TASK.
Report back every line in the data that includes the string "main".
============================================================
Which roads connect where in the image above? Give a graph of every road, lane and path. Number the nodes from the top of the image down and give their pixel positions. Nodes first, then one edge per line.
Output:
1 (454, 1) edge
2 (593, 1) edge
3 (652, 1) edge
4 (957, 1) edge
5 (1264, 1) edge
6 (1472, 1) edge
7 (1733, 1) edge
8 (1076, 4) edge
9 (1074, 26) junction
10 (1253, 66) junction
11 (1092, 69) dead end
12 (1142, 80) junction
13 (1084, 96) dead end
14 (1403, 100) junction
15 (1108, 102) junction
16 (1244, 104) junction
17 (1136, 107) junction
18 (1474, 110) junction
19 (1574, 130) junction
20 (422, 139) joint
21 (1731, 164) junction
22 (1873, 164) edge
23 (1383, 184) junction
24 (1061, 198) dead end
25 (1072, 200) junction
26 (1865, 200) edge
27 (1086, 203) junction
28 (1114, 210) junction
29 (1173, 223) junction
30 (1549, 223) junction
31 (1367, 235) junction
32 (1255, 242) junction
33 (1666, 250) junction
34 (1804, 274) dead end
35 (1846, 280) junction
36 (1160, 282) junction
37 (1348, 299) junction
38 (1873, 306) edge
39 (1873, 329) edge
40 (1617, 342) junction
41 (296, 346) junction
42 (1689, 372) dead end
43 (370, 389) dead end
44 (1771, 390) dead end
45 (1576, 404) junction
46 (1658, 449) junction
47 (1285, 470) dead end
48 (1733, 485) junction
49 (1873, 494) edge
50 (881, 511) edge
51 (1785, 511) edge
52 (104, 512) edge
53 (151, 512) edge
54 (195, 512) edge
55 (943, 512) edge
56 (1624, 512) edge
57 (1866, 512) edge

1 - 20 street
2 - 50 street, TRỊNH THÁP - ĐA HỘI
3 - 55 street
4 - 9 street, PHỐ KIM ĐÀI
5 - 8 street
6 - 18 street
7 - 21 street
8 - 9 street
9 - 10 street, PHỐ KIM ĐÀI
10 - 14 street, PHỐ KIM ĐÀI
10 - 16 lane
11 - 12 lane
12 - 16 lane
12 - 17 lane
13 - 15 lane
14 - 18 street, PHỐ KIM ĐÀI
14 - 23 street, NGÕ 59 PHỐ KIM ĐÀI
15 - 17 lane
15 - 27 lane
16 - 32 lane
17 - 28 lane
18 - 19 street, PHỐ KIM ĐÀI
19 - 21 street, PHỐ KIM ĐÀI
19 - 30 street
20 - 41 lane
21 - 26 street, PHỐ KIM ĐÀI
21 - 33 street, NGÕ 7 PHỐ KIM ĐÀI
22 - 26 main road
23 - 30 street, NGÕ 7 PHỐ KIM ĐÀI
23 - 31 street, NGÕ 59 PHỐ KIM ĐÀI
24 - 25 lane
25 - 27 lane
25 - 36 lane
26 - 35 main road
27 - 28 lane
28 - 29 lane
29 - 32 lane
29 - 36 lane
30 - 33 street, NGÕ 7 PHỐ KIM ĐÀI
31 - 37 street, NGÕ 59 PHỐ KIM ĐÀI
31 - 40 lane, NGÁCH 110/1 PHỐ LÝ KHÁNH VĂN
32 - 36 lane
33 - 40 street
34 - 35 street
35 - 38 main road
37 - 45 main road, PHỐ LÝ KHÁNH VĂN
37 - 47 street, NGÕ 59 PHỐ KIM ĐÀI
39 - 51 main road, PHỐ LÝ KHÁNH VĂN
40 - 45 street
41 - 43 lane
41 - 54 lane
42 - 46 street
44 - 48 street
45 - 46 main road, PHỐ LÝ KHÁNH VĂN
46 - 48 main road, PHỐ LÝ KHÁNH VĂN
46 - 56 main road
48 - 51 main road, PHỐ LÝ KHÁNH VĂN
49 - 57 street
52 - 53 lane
============================================================
OUTPUT OF THE EXERCISE.
22 - 26 main road
26 - 35 main road
35 - 38 main road
37 - 45 main road, PHỐ LÝ KHÁNH VĂN
39 - 51 main road, PHỐ LÝ KHÁNH VĂN
45 - 46 main road, PHỐ LÝ KHÁNH VĂN
46 - 48 main road, PHỐ LÝ KHÁNH VĂN
46 - 56 main road
48 - 51 main road, PHỐ LÝ KHÁNH VĂN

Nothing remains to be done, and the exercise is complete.